Tentu kita sama mengenal akan sosok Badiuzzaman Said Nursi. Sebagaimana penulis paparkan pada pekan lalu, perihal pemikirannya tentang kesinambungan ilmu agama dan sains modern dalam al-Qur’anul Karim surah Yasin ayat 41-42; namun dalam rangkai jahitan tulisan kali ini, agaknya kita perlu membahas sisi dimensi lain dari sosok Badiuzzaman Said Nursi.
Di buku Al-Maktubat-nya, disebut dalam buku tersebut sebuah pertanyaan ‘’Mengapa pengabdian terhadap Al-Qur’anul Karim dan iman menghalangimu dari hingar bingar dunia politik’’?
Lantas Badiuzzaman Said Nursi pun menjawab: berbagai hakikat iman dan Al-Qur’an sangat amat berharga dan mahal laksana intan permata; jikalau aku sibuk dengan politik, tentu saja akan terlintas dalam benak orang awam yang lengah, bahwasanya orang ini ingin menjadikan kita bergabung membersamai dalam sayap-sayap politik tertentu, dan bukankah tutur Badiuzzaman Said Nursi, orang yang mengajak melalaui propagandis-propagandis politik, tidak lain hanyalah ingin memperoleh pengikut. (Nursi B. S., 2020, p. 106)
Mengenai anasir-anasir Badiuzzaman Said Nursi sendiri, menurut hemat penulis cukup terpatri melalui ungkapannya yang cukup masyhur, sebagai berikut:
أَعُوْذُ بِااللهِ مِنَ الشَّيْطَانِ وَالسِّيَاسَةِ
‘’Aku berlindung kepada Allah SWT dari setan dan politik. (Nursi B. S., 2020, p. 80)
Atas dasar inilah, asbabun nuzul ide tulisan ini lahir. Lalu bagaimanakah dimensi Imam Al-Ghazali perihal relasi agama dan politik? Penulis mulai dari istilah; ‘’mengagamakan politik dan mempolitikkan agama’’
Relasi Agama dan Negara
Dalam perihal problema kepemimpinan, Imam al-Ghazali berpendapat bahwa pembentukan sebuah lembaga-lembaga kepemimpinan merupakan wajib syar’i. Yang berasaskan melalui ijma’ ummat dan hukumnya adalah fardu kifayah.
Sebab, menurut Imam al-Ghazali, yaitu manusia cenderung hidup bermasyarakat agar supaya mereka mampu pekerjasama serta tolong-menolong dalam rangka memenuhi kebutuhan hidup mereka, namun dalam kerjasama dan tolong menolong itu, sering terjadi pertentangan dan persaingan, maka dari itu untuk mengatasi problema tersebut diperlukan sebuah pemerintahan. (Komarudin, 2002, p. 144)

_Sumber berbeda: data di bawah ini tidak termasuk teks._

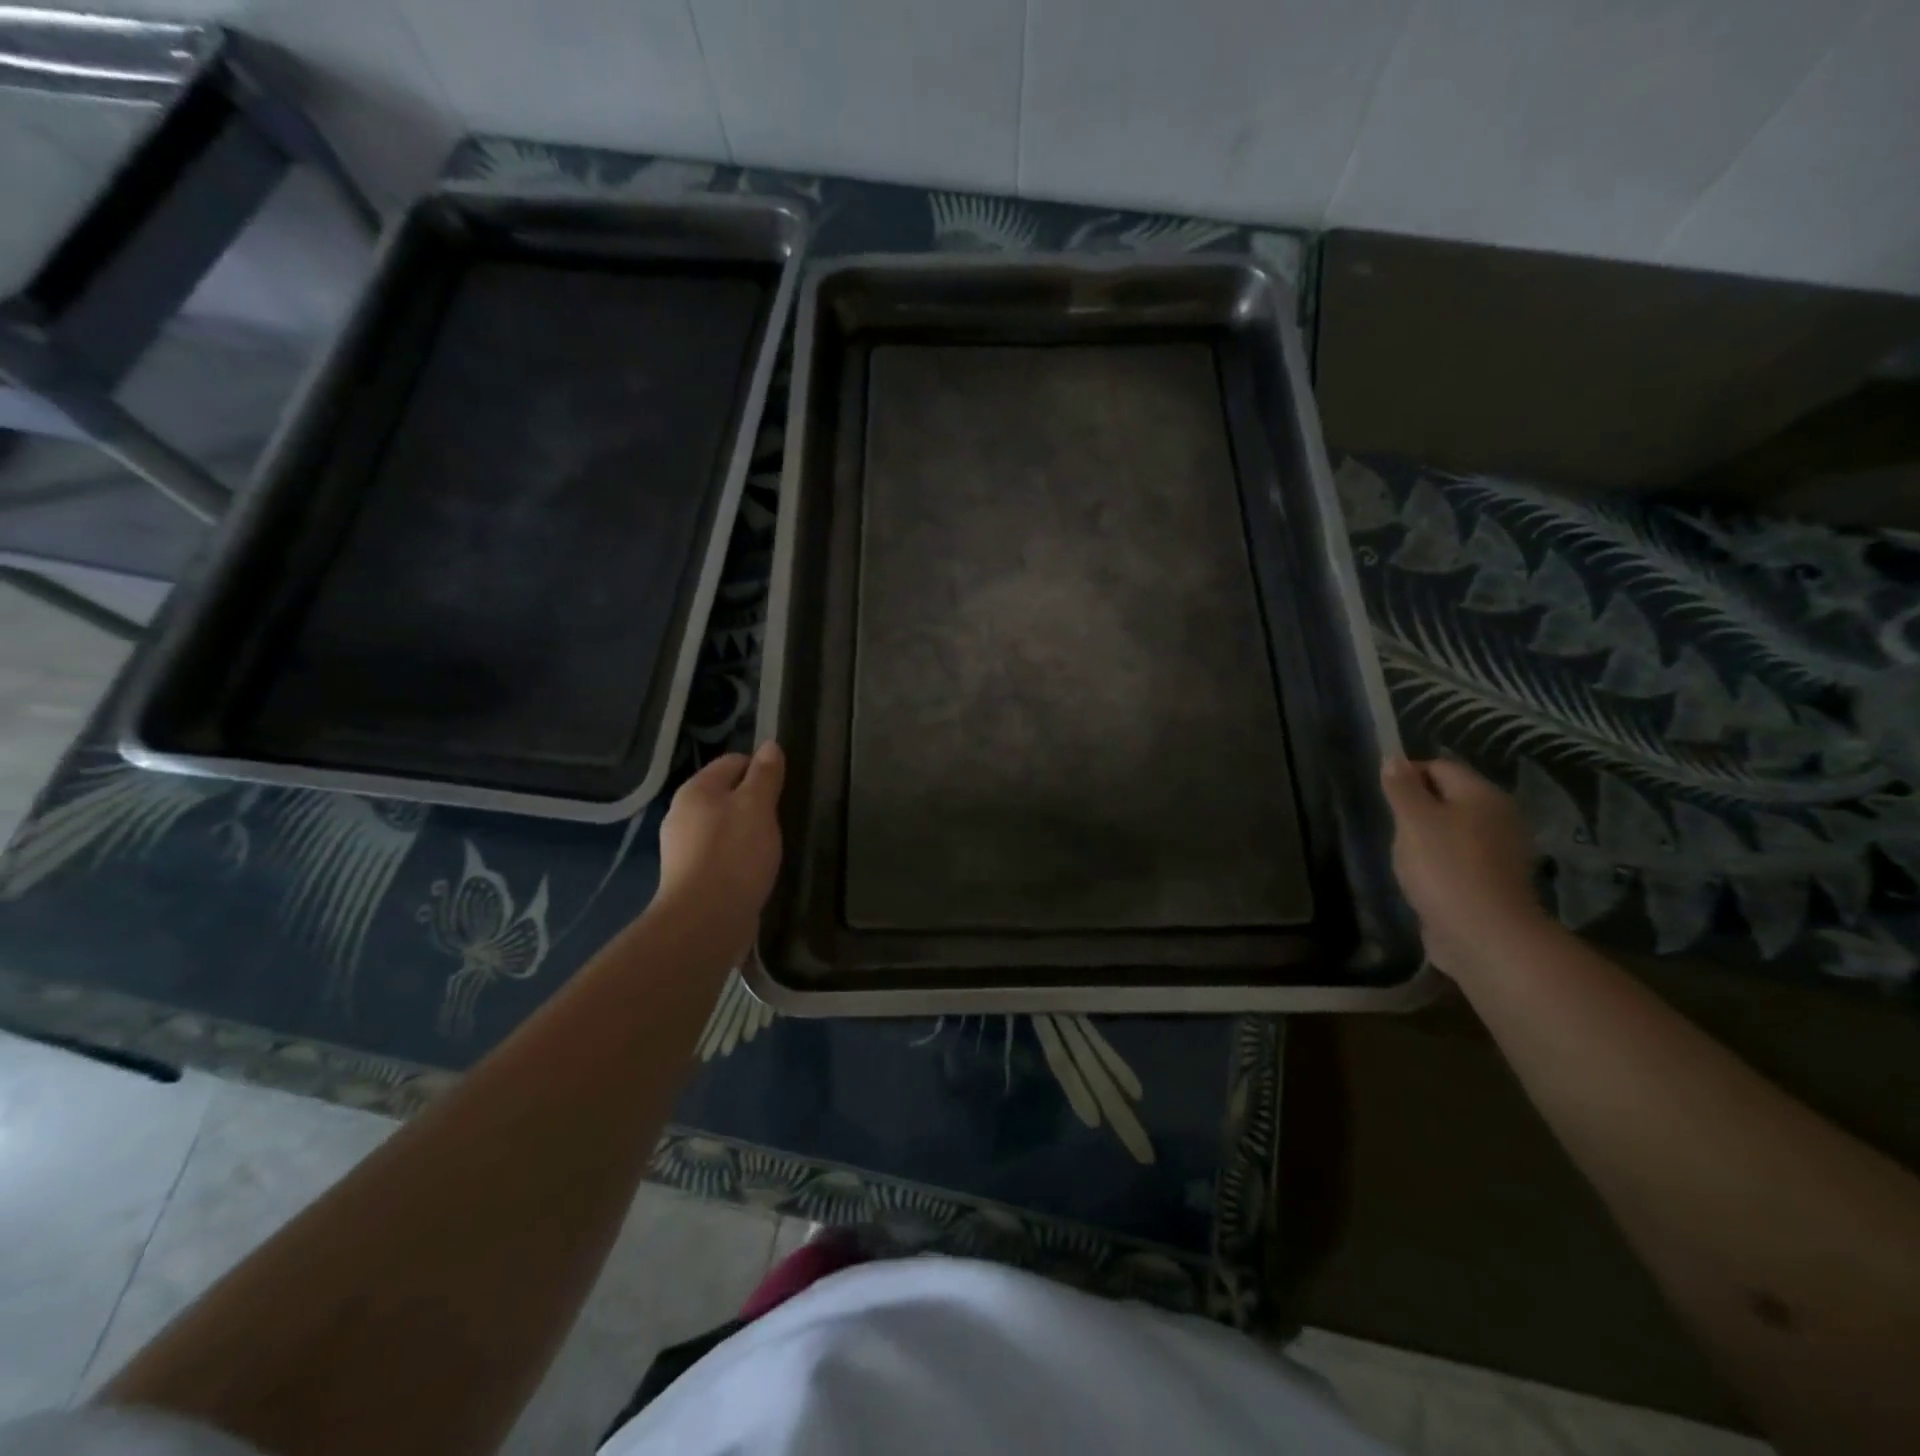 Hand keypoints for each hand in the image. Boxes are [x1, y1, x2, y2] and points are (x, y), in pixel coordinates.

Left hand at [655, 743, 784, 950]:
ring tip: (769, 847)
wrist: (705, 920)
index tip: (783, 789)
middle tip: (779, 819)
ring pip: (722, 825)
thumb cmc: (735, 854)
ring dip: (746, 831)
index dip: (761, 770)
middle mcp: (682, 813)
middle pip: (726, 794)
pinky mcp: (689, 876)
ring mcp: (682, 847)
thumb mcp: (758, 806)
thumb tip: (770, 746)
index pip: (733, 761)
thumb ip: (765, 775)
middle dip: (753, 803)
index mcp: (696, 789)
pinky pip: (718, 853)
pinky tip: (752, 870)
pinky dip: (736, 856)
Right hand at [1380, 756, 1547, 977]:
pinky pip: (1460, 858)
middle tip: (1391, 827)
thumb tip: (1394, 759)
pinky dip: (1440, 862)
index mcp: (1482, 795)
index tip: (1382, 797)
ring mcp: (1501, 852)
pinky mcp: (1494, 881)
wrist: (1483, 935)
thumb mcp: (1413, 821)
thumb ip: (1402, 788)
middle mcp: (1499, 817)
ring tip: (1403, 855)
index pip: (1439, 767)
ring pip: (1454, 830)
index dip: (1407, 775)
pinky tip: (1423, 877)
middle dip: (1417, 808)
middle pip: (1449, 798)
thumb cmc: (1444, 867)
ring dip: (1427, 837) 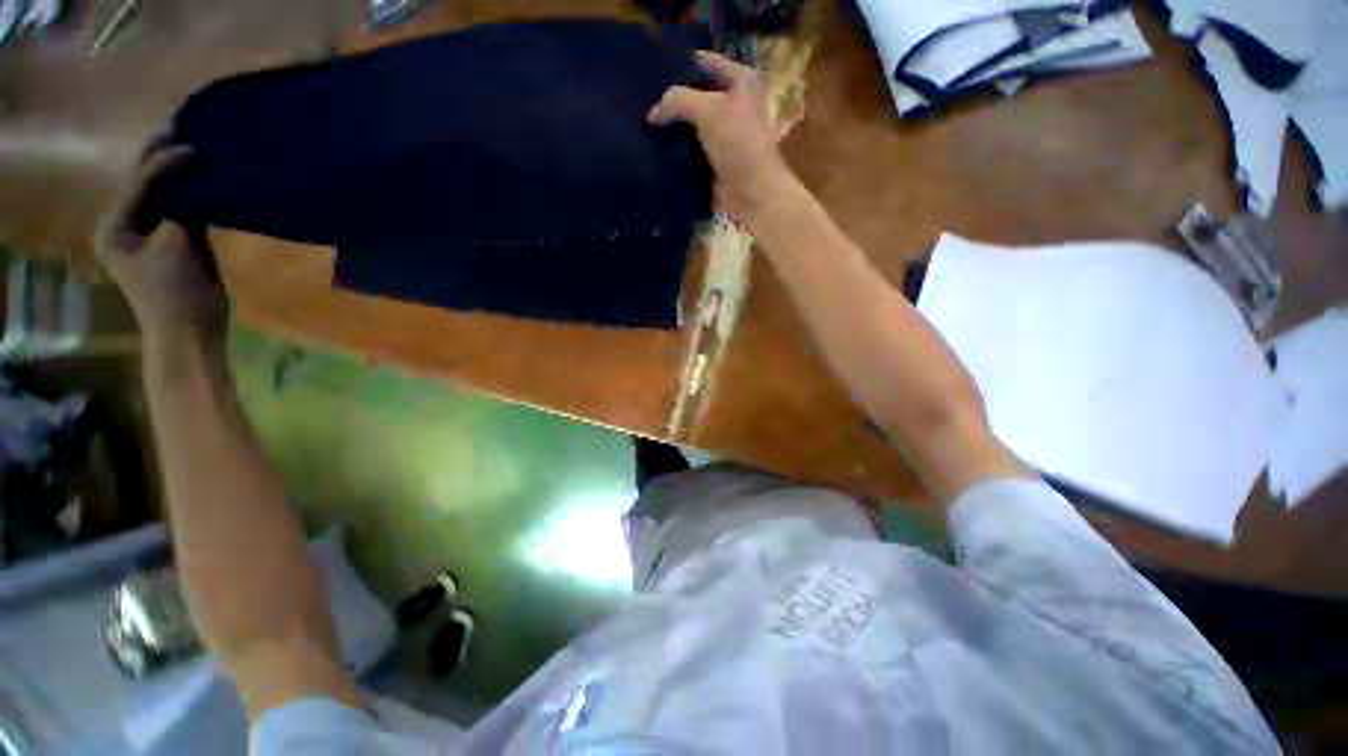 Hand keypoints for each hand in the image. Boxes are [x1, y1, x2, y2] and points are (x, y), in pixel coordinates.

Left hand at [95, 148, 227, 349]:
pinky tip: (208, 177)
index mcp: (115, 225)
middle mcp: (128, 223)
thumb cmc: (174, 292)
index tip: (190, 145)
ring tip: (198, 144)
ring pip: (165, 192)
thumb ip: (180, 210)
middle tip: (183, 123)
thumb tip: (196, 179)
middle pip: (144, 182)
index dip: (162, 161)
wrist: (190, 330)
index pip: (138, 182)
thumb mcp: (174, 248)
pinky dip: (195, 192)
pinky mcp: (177, 241)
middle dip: (161, 154)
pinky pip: (183, 207)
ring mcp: (152, 233)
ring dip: (181, 171)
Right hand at [649, 51, 798, 224]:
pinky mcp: (714, 158)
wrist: (751, 193)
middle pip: (696, 93)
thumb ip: (677, 101)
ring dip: (673, 125)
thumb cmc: (737, 144)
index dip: (680, 62)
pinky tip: (655, 145)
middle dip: (673, 97)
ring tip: (644, 121)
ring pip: (691, 122)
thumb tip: (653, 114)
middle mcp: (734, 103)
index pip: (705, 62)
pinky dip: (676, 148)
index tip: (650, 67)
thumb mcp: (708, 110)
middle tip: (643, 97)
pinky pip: (690, 147)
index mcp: (741, 81)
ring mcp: (723, 133)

Untuk itu Imam al-Ghazali mengatakan: bahwasanya hubungan agama dan kekuasaan sangatlah penting karena memiliki ketergantungan satu sama lain. Agama adalah dasar (pondasi) dan penguasa merupakan penjaganya. Sesuatu yang tanpa dasar (pondasi) akan runtuh dan suatu dasar (pondasi) tanpa penjaga akan hilang. (Komarudin, 2002, p. 144)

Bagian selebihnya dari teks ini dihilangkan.